RASS ini memberikan skor yang dapat dihitung sebuah metode dimana
anda dapat menilai dan menentukan apakah mereka jatuh pada sedasi vs agitasi
ini untuk menyesuaikan obat sedasi dengan tepat untuk menyempurnakan dan
membuat mereka menjadi ideal. Biasanya pasien akan menembak untuk 0 atau
negatif tetapi ini dapat berubah berdasarkan pasien ke pasien.

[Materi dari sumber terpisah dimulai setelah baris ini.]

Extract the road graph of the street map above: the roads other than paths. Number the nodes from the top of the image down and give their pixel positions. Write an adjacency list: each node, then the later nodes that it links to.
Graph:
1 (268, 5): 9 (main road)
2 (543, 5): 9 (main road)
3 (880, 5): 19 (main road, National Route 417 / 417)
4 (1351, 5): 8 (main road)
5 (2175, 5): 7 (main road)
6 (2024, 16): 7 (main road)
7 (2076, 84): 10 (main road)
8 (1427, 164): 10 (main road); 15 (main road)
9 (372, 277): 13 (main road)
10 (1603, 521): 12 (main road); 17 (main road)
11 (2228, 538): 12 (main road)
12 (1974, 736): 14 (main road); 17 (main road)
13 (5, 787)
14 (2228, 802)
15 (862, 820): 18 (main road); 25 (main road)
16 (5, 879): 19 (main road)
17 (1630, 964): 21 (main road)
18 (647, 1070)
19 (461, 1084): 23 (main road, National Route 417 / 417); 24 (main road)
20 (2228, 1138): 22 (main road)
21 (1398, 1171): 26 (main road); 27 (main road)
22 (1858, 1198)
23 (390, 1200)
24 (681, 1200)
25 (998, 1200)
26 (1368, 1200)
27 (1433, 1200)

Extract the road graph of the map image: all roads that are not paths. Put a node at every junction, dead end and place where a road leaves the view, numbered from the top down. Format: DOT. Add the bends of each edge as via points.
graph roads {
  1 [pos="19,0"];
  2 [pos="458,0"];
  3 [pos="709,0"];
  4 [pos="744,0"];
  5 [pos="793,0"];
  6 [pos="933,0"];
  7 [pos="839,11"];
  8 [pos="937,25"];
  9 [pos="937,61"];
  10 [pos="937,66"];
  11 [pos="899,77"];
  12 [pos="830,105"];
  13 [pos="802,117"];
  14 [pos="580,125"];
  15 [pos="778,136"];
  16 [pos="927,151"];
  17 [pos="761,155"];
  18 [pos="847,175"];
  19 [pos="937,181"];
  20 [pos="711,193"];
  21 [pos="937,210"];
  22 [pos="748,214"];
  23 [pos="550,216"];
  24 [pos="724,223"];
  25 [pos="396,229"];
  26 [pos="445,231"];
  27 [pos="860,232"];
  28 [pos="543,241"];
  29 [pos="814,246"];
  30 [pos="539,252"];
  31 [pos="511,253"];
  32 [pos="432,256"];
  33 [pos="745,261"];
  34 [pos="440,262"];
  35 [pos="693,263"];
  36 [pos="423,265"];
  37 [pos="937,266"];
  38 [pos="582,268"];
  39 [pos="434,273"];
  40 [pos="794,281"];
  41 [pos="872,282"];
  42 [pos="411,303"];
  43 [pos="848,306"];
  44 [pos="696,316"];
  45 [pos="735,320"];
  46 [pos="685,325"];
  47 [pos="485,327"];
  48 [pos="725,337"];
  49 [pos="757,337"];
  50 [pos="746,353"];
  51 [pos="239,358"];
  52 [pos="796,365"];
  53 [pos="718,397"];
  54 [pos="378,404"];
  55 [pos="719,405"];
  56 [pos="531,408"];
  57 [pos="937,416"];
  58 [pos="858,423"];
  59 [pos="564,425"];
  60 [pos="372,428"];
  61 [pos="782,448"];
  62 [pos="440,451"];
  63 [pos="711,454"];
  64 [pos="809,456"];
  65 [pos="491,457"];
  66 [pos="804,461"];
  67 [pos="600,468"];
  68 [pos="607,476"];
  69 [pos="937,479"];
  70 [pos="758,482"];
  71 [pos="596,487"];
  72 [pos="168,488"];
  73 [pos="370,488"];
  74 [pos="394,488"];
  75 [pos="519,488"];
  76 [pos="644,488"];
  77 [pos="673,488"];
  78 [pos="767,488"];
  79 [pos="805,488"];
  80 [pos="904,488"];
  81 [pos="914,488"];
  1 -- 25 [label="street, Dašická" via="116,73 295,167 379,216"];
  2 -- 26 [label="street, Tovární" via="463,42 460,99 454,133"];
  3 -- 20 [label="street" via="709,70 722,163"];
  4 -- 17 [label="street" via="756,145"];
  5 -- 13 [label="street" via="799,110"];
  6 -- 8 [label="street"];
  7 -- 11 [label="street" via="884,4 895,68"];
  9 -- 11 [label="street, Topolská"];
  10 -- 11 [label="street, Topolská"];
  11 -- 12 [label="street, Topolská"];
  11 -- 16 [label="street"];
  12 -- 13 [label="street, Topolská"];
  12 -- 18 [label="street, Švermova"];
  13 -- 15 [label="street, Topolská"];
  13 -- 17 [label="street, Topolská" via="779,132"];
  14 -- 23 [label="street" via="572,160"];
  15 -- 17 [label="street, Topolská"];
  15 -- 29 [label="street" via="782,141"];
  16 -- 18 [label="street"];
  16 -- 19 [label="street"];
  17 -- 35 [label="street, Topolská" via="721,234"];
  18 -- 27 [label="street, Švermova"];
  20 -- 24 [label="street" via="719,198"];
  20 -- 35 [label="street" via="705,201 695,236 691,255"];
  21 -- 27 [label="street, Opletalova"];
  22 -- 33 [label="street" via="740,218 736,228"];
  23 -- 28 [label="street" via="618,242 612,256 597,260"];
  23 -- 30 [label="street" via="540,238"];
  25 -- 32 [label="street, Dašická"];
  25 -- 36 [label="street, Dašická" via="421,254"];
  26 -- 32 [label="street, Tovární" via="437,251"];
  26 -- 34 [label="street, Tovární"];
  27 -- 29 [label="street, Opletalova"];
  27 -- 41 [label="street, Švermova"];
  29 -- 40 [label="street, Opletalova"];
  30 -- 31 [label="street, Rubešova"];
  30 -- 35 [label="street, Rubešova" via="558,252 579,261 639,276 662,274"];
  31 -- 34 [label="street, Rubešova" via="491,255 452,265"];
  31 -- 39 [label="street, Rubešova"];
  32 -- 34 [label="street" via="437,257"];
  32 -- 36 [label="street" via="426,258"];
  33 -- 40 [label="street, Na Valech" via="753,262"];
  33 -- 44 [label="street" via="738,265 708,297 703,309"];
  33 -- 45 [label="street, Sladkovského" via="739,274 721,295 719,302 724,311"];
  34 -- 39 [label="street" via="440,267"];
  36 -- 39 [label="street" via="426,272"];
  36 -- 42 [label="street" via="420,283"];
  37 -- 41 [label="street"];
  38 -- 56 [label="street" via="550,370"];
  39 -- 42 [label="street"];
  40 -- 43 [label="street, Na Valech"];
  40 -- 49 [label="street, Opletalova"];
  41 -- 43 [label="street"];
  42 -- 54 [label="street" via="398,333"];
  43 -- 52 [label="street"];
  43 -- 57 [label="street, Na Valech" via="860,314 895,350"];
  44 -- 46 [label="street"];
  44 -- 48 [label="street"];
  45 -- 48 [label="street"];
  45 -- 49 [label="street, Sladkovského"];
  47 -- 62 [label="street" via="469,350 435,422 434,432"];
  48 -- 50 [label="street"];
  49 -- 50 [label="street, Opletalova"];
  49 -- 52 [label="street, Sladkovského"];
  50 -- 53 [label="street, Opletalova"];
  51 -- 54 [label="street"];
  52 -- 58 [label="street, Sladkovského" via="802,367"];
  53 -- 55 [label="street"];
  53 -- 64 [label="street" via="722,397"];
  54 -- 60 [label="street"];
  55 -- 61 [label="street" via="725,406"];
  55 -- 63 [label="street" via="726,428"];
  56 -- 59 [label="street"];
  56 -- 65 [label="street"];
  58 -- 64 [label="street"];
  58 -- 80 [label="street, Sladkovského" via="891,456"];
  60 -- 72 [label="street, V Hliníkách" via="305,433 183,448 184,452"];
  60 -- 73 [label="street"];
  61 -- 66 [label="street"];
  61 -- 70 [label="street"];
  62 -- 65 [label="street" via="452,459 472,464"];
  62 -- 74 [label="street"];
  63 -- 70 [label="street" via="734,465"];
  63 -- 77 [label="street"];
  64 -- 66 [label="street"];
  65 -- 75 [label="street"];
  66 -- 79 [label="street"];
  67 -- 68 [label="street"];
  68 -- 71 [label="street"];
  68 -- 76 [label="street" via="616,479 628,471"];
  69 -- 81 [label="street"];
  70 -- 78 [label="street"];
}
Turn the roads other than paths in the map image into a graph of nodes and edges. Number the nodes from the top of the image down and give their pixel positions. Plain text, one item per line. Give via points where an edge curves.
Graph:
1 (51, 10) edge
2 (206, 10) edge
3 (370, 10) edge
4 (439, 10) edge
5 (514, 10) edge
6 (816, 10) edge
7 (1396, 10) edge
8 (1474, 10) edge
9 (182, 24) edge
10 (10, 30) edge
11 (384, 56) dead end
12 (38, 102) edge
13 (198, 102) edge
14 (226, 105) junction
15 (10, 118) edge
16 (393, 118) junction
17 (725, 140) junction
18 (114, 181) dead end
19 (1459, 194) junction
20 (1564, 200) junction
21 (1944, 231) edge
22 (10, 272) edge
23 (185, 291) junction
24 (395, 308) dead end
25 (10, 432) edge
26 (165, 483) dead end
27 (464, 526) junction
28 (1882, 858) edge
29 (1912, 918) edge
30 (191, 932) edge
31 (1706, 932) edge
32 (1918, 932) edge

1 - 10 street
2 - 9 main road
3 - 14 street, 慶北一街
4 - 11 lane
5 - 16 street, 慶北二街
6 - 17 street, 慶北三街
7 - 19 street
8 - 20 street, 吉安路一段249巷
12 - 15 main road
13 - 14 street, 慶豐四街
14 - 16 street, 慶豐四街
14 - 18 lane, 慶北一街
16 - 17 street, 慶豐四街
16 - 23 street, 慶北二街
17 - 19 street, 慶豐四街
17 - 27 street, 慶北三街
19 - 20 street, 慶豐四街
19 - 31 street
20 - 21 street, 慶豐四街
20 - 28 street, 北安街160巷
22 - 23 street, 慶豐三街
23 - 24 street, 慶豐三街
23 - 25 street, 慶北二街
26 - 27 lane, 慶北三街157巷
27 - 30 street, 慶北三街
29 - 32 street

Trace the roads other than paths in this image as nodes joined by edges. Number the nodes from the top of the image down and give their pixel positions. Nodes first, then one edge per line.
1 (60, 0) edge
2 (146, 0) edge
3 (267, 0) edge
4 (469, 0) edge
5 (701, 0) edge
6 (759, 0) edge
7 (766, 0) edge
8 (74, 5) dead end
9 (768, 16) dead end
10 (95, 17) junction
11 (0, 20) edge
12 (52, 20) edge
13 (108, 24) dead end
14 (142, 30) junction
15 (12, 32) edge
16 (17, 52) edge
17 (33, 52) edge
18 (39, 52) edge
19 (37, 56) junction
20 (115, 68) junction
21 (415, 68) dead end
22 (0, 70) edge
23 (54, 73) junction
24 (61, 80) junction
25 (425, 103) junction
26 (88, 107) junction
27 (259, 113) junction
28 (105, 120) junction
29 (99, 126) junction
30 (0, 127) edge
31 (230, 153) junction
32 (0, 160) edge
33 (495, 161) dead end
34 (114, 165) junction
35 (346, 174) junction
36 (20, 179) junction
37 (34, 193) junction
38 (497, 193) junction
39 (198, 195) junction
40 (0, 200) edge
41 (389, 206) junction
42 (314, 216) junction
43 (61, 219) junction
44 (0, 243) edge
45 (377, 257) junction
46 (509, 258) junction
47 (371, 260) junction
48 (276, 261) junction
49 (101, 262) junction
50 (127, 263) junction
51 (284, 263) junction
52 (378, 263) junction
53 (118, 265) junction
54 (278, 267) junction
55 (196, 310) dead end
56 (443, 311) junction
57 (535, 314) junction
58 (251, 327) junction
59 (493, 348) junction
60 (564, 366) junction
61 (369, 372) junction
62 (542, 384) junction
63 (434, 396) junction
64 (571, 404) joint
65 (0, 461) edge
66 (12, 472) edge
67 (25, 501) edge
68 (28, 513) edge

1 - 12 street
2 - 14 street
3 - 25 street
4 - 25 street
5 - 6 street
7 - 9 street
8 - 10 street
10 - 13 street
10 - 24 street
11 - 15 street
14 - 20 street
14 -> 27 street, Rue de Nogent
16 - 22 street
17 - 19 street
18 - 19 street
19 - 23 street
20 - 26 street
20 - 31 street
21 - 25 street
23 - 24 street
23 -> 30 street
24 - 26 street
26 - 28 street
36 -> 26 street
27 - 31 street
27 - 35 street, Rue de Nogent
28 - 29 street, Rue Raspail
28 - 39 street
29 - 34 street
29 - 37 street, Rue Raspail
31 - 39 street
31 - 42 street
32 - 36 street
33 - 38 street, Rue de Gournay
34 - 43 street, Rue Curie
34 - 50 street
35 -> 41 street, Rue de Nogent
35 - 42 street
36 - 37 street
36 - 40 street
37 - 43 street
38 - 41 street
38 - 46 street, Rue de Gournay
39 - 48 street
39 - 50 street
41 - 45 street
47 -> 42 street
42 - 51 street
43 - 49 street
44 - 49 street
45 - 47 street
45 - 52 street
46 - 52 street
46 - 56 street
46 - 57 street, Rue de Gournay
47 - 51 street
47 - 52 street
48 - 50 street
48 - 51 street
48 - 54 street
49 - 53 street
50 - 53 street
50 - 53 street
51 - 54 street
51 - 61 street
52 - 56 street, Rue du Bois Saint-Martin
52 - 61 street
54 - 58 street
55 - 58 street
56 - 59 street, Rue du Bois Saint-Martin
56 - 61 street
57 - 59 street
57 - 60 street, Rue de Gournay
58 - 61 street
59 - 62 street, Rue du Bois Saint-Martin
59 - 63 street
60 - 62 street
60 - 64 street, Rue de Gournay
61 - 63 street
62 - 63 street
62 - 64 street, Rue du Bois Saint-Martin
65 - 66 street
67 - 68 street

Skala ini lebih digunakan untuk mengukur agitasi terdiri dari 7 tingkatan
yaitu skala 1-3 merupakan tingkat sedasi, skala 4 berarti kooperatif dan
skala 5-7 menunjukkan tingkat agitasi.
I. Obat-obatan Sedasi
Haloperidol adalah suatu obat sedatif pilihan untuk pasien ICU karena
tidak menimbulkan depresi kardiorespirasi. Obat ini efektif untuk menenangkan
pasien dengan kondisi delirium. Haloperidol menghasilkan sedasi dan
antipsikosis dengan memblok reseptor dopamin di sistem saraf pusat. Setelah
pemberian dosis intravena, sedasi dapat timbul dalam 10–20 menit dan lama
kerja beberapa jam. Lama kerjanya yang panjang membuat haloperidol tidak
cocok digunakan infus berkelanjutan.
Khusus untuk kondisi yang sangat serius untuk pasien dan cara ini
akan memanifestasikan dirinya akan menjadi hiperkalemia semacam
rabdomiolisis asidosis laktat di hadapan dari hipertrigliseridemia sehingga bila
menyangkut dosis obat propofol dapat diberikan dalam bentuk bolus tetapi
hati-hati karena ini akan tergantung kebijakan negara, rumah sakit dalam hal
kebijakan tempat. Bolus 0.25- 0,5 mg/kg dan dosis iv 5-75
mikrogram/kg/mnt.
b. Dexmedetomidine (precedex)
Dexmetomidin adalah agonis reseptor α2-adrenergik yang
menghasilkan sedasi, ansiolisis, analgesia ringan dan simpatolitik. Setelah
pemberian dosis bolus, sedasi timbul dalam beberapa menit dengan lama kerja
kurang dari 10 menit. Karena lama kerjanya yang singkat, dexmedetomidin
biasanya diberikan dengan infus berkelanjutan. Oleh karena tidak
menimbulkan depresi pernapasan, obat ini merupakan pilihan untuk pasien
yang cenderung mengalami depresi pernapasan (pasien dengan sleep apnea
atau penyakit paru obstruktif kronis), khususnya pada pasien yang akan
disapih dari ventilasi mekanik.
c. Ketamin
Ketamine adalah turunan phencyclidine yang bertindak sebagai
antagonis reseptor NMDA non-kompetitif. Ini sangat larut dalam lemak dan
mengalami kerusakan cepat dan redistribusi ke jaringan perifer. Ini
dimetabolisme secara ekstensif di hati dan menghasilkan metabolit aktif yang
dapat menumpuk.
TIDAK YA
Apakah tujuan sedasi
dan analgesik tercapai?
Suwardianto, H., Prasetyo, A., & Utami, R. S. (2017). Issn : 2579-7301. Phisical
Function (Motor Activity) Pada Pasien Kritis Dengan Sedation Di IntensiveCare
Unit, 5(2), 1–8.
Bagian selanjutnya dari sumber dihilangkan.